• **EXERCISE GOAL**: Where a line in the listing below holds "give", add it to the tally, and reply with that tally alone.

• **RAW DATA**:
%%
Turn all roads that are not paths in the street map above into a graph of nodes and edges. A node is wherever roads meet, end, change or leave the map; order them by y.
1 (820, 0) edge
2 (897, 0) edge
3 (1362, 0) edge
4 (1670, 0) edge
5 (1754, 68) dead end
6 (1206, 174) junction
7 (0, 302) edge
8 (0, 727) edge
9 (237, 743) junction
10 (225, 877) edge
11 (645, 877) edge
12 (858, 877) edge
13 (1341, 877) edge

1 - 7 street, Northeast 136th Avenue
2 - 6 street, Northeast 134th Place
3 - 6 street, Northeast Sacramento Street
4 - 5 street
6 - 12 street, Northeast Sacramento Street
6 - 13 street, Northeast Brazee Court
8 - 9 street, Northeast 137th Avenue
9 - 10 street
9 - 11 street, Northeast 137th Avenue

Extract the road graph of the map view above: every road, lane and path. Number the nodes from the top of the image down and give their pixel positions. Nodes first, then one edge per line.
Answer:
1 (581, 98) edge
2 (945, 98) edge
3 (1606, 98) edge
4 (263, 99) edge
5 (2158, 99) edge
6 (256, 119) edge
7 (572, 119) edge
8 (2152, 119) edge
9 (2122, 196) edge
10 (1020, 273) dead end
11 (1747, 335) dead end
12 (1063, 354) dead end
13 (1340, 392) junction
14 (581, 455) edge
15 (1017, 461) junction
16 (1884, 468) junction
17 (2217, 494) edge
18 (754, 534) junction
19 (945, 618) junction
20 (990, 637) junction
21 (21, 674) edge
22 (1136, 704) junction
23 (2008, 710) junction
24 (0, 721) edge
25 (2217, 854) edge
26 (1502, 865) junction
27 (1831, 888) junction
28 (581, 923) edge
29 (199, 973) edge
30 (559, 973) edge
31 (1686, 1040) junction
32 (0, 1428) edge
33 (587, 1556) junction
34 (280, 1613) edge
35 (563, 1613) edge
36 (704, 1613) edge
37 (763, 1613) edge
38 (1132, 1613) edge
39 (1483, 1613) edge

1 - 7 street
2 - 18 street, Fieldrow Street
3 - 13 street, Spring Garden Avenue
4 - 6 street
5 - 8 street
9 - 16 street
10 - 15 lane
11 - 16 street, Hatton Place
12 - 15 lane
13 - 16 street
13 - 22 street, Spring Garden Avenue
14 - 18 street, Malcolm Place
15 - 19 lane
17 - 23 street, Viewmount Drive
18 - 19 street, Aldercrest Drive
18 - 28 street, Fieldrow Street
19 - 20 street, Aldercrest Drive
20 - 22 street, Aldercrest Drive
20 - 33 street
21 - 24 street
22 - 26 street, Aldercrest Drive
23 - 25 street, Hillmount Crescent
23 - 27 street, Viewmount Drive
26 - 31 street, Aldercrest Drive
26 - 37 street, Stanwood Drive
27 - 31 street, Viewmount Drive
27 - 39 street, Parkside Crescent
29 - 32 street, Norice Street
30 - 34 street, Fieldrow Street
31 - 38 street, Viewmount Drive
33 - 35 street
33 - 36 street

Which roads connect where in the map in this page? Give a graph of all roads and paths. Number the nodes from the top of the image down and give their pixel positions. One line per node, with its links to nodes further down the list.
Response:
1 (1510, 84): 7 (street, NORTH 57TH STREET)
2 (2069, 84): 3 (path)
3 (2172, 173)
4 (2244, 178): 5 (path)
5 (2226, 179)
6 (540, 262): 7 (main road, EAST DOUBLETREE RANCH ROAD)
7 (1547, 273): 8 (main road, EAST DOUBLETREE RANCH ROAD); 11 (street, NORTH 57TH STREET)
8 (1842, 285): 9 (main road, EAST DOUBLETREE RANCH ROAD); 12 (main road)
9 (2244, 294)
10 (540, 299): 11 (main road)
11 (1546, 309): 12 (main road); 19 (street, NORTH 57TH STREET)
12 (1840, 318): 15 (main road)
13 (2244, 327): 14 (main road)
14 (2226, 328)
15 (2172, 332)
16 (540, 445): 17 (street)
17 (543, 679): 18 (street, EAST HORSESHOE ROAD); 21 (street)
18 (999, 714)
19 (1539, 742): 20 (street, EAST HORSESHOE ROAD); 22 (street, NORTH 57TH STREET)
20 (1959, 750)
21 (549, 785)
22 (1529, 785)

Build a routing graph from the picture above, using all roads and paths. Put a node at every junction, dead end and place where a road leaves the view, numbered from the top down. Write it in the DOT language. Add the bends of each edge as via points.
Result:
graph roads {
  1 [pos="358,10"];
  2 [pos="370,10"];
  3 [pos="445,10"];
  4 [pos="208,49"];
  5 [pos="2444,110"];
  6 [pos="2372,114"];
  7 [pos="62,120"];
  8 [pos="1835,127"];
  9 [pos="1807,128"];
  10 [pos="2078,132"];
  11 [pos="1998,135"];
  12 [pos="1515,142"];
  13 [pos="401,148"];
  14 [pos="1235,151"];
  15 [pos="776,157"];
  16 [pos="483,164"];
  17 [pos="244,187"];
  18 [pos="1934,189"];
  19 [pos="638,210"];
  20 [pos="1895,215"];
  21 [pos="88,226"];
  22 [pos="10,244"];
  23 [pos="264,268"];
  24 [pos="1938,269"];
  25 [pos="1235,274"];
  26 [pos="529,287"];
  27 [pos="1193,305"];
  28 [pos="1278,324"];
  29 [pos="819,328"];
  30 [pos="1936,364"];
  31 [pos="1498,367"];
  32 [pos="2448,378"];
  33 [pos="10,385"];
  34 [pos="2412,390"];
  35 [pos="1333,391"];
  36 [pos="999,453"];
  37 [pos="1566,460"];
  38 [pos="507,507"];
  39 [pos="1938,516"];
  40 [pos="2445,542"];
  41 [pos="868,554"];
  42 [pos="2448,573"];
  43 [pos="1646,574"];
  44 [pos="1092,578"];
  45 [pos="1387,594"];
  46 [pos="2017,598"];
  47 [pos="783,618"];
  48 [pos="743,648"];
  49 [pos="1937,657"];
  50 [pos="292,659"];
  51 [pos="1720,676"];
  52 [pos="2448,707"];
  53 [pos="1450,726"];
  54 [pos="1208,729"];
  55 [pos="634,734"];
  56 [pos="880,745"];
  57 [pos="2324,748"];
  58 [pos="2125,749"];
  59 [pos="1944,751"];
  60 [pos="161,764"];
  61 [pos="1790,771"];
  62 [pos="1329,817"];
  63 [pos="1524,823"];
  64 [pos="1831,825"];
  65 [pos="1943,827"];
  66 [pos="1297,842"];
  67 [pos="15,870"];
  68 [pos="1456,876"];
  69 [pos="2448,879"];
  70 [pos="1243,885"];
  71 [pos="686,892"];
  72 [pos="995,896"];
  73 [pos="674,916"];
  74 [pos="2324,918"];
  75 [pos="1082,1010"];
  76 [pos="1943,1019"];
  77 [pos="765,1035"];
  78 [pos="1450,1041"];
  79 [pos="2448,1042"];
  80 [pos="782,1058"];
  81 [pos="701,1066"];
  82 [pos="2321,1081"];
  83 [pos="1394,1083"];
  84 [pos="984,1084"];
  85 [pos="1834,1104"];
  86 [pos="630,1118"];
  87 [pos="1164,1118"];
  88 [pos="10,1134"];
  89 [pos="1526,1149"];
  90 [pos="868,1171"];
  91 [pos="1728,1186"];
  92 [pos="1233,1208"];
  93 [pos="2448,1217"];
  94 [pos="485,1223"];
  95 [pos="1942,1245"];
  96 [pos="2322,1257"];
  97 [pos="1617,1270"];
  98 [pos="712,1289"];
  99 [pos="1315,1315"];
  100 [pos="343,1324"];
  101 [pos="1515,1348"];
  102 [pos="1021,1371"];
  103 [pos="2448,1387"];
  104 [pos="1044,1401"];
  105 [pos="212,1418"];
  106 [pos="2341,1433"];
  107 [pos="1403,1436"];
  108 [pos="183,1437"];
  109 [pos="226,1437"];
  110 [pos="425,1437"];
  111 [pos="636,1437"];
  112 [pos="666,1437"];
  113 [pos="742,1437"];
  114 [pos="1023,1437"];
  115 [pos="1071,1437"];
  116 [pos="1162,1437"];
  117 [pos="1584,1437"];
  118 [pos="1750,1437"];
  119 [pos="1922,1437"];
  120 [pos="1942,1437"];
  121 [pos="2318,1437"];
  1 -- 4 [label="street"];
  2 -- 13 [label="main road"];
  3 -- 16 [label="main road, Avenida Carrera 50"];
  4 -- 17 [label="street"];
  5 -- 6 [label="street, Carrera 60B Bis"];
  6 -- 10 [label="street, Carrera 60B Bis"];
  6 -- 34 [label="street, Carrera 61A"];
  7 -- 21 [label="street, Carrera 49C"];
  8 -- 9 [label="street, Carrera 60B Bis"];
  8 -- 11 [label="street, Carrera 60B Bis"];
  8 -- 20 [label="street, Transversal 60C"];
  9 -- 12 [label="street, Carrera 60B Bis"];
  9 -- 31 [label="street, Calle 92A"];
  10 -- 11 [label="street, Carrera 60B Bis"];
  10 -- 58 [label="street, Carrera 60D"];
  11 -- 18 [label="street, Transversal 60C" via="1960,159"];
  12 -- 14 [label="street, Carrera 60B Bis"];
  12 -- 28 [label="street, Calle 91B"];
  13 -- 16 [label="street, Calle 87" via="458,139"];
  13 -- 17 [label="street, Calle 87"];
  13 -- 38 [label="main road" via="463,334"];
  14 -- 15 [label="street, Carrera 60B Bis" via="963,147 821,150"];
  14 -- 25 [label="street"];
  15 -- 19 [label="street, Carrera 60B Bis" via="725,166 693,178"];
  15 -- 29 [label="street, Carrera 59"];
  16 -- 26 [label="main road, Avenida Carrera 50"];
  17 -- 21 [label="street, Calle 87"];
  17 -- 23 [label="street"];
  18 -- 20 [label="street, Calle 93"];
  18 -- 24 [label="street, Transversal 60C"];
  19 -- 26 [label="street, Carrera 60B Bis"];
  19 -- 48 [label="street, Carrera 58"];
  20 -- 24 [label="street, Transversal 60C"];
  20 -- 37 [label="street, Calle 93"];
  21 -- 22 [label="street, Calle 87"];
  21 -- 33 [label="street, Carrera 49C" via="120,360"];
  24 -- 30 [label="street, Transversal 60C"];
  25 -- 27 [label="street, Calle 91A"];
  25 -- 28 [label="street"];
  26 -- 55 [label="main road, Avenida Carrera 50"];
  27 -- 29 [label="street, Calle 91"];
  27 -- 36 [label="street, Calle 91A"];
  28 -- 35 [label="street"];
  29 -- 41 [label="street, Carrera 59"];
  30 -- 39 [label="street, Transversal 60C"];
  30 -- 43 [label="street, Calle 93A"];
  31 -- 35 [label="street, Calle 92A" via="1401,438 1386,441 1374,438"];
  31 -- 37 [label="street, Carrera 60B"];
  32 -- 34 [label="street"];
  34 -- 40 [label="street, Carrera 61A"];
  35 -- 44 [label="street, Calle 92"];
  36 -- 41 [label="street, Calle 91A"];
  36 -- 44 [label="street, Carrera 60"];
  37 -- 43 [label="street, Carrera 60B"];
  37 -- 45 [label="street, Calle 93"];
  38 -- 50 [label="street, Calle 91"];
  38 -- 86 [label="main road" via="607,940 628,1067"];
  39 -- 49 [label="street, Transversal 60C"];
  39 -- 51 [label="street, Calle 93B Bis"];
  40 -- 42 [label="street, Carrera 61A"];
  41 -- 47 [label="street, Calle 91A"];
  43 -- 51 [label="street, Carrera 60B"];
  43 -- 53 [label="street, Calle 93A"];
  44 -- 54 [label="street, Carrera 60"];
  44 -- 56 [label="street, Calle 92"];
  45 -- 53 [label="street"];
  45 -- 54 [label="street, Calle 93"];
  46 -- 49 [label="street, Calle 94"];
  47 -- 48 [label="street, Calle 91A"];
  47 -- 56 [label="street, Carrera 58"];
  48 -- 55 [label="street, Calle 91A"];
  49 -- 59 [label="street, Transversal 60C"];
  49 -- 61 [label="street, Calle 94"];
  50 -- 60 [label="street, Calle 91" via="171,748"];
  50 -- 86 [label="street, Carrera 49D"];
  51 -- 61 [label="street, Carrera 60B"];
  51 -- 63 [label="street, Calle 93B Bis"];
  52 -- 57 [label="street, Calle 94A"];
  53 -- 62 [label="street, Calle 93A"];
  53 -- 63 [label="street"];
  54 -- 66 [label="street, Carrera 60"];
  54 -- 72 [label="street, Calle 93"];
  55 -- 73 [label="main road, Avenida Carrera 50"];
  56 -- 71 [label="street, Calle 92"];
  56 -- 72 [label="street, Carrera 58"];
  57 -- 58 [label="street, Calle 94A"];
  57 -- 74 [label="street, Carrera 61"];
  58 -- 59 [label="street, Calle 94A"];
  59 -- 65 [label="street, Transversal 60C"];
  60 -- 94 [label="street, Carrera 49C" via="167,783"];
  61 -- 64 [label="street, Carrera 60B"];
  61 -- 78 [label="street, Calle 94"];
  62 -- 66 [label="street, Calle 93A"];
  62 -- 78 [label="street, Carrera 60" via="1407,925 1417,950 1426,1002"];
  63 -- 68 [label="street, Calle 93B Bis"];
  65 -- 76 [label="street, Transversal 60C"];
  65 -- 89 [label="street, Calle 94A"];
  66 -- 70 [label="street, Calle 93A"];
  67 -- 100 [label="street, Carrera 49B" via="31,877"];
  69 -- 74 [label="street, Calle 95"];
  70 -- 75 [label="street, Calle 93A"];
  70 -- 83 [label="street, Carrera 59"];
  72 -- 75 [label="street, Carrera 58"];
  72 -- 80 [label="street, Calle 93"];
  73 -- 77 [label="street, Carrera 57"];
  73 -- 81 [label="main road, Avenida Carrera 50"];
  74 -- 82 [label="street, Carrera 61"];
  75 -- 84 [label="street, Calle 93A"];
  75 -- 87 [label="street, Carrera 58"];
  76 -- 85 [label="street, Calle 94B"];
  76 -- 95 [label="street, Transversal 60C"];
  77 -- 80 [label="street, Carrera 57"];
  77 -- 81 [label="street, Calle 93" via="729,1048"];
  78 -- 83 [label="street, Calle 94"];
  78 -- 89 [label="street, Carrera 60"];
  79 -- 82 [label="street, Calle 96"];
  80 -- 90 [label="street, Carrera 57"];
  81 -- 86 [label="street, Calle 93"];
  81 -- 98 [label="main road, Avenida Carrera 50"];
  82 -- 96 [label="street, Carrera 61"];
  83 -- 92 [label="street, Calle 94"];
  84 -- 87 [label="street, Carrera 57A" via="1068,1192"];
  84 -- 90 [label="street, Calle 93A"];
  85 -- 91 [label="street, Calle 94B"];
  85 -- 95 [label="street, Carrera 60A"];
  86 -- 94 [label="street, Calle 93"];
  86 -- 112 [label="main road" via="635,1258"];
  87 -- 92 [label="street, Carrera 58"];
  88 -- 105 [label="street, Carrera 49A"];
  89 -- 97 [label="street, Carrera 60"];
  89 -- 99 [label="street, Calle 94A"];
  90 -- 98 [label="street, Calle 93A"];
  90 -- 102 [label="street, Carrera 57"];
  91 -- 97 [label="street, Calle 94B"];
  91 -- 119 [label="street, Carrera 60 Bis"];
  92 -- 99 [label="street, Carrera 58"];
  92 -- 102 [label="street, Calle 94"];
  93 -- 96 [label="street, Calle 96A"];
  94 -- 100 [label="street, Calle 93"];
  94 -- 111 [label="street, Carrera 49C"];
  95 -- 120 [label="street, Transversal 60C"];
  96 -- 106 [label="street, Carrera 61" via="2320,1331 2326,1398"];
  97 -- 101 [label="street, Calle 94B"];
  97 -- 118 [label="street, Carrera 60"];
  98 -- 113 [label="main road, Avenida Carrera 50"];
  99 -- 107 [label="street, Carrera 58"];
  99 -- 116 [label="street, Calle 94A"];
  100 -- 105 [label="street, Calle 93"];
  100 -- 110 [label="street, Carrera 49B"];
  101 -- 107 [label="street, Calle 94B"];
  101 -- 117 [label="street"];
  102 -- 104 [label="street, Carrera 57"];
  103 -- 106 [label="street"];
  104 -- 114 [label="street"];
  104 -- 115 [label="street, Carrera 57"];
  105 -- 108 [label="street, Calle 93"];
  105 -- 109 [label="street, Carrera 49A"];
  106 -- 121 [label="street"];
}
%%
• **FINISHED TASK**: 2